Task description: Go through each line of the entries below and tally those containing the string "Boulevard"; give only the total.
─── Dataset entries
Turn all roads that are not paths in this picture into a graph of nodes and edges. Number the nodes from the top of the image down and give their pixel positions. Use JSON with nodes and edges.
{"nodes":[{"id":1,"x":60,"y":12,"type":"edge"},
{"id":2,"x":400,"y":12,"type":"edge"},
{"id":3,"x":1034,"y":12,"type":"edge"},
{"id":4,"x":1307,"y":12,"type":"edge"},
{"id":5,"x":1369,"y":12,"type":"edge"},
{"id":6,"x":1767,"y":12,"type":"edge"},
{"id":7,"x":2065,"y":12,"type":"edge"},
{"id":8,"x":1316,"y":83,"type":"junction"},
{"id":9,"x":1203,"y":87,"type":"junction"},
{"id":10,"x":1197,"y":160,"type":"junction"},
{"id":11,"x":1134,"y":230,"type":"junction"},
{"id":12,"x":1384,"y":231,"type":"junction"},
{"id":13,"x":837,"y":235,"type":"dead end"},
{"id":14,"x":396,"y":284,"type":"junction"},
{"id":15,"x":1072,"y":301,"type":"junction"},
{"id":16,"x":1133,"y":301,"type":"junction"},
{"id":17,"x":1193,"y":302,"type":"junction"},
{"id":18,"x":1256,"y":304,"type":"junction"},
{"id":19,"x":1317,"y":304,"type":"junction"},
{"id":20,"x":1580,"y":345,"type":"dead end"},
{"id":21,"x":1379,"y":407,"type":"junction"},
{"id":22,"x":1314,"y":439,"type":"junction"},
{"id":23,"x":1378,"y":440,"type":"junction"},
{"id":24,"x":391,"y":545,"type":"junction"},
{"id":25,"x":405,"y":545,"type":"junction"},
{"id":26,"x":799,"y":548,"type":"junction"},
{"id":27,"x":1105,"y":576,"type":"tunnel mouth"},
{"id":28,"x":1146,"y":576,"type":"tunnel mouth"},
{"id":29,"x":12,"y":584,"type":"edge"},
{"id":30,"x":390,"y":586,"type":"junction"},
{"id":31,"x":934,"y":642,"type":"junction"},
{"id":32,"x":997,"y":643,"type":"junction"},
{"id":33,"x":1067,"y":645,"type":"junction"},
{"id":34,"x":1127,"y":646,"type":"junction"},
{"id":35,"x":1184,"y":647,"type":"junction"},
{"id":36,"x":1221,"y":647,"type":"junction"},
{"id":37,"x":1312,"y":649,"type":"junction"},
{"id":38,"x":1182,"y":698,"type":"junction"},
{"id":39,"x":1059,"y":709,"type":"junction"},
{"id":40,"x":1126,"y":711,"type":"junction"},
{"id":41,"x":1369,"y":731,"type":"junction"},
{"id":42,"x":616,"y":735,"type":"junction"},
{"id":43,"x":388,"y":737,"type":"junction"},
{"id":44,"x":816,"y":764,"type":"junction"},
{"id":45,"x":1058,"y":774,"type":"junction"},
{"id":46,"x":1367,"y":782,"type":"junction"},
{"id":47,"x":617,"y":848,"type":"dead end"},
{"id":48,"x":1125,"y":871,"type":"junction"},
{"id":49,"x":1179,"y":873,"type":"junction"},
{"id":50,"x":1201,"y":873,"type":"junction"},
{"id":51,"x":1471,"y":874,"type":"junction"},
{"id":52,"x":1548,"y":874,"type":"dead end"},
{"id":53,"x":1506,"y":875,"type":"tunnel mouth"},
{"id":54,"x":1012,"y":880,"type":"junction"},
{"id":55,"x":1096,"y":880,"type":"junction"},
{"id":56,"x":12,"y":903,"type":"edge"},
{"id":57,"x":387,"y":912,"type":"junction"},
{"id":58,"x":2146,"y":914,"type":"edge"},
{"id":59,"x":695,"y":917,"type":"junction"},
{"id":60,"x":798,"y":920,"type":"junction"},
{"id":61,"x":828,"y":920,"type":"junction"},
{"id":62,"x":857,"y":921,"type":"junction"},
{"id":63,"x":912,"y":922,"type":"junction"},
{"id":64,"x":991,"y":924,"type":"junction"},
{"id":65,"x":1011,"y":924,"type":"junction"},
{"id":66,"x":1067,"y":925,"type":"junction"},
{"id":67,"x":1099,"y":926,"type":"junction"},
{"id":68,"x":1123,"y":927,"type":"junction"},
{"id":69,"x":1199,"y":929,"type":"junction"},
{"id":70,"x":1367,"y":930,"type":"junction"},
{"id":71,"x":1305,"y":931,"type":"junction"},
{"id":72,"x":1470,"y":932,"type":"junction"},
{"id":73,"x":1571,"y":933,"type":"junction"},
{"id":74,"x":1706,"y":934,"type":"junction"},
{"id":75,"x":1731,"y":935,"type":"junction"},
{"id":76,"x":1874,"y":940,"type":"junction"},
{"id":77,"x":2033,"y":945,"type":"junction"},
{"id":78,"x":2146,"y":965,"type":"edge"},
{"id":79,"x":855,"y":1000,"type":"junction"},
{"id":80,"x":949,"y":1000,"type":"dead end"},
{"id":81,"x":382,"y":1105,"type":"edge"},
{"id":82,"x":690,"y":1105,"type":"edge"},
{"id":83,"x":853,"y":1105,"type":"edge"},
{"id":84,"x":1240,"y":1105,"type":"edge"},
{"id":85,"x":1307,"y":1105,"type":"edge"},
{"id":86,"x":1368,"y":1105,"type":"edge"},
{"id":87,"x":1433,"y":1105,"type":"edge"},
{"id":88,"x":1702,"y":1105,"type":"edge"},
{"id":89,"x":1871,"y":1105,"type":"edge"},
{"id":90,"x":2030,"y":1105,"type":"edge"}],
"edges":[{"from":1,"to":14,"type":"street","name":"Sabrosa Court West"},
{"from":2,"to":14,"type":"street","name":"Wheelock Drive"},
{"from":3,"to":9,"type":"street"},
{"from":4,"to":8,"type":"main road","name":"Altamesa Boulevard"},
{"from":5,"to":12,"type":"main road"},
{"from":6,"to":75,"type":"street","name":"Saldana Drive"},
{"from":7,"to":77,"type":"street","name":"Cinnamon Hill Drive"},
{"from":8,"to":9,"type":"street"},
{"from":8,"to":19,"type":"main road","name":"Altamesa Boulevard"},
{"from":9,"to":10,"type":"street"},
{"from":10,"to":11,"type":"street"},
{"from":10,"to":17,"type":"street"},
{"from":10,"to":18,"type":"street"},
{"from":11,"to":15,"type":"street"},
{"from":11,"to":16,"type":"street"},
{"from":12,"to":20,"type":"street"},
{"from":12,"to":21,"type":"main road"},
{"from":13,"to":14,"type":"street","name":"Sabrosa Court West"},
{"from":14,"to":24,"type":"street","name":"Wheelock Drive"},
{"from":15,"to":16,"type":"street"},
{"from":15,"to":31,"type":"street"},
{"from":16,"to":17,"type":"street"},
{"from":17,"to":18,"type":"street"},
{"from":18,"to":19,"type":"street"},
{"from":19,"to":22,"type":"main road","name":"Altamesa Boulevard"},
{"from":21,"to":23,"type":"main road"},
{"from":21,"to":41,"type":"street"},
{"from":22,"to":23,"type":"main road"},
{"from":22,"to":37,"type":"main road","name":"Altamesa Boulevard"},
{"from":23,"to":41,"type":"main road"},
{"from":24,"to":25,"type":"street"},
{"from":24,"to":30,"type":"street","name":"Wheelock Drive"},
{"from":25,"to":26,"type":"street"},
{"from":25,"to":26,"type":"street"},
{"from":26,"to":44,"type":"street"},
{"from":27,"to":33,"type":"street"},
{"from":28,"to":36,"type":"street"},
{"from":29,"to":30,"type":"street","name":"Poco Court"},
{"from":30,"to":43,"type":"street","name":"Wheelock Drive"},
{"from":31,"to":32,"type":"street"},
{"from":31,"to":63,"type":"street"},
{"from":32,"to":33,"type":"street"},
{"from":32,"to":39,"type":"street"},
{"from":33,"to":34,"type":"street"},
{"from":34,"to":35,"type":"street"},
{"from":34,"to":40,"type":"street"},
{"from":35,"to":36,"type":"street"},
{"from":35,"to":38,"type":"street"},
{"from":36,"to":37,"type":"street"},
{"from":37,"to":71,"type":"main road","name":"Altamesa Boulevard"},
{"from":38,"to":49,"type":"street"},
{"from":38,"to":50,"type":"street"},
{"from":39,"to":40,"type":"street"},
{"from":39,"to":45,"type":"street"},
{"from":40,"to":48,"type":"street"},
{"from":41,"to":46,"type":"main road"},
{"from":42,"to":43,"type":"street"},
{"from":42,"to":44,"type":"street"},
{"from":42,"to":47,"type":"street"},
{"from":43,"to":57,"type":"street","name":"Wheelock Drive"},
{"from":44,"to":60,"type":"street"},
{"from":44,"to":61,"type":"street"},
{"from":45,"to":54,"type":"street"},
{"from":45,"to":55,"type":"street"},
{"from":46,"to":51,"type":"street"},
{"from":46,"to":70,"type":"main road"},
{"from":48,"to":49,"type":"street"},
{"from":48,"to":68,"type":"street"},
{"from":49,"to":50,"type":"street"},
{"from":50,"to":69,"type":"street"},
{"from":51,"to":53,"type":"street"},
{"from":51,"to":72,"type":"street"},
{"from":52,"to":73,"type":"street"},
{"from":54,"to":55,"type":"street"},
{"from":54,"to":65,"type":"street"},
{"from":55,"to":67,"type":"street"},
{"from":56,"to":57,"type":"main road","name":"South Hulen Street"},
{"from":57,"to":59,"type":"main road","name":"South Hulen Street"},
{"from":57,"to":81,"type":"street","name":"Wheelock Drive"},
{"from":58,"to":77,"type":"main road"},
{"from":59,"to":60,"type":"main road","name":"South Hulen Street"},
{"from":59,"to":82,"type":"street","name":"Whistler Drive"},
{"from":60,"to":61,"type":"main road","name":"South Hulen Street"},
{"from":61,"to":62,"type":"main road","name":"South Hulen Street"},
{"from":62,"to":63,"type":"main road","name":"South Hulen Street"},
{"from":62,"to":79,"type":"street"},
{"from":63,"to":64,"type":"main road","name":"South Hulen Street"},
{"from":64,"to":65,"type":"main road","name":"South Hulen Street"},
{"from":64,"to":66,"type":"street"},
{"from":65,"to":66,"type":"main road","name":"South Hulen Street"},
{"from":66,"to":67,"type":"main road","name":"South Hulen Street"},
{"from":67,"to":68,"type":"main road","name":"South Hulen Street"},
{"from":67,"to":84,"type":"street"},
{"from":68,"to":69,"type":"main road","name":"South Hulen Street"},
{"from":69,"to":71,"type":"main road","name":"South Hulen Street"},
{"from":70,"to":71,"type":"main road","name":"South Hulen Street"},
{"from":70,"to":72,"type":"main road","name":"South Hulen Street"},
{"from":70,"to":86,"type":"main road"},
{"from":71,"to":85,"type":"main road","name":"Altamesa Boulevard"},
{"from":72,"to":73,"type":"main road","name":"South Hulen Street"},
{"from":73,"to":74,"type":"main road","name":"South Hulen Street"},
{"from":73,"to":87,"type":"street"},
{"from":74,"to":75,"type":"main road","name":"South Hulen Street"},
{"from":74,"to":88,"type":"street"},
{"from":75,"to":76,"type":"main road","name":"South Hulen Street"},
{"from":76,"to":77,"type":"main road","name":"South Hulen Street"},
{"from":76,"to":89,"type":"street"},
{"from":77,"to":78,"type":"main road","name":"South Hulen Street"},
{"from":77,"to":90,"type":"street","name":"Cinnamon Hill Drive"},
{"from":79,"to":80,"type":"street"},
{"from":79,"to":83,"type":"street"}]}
──────
Solution to this problem: 6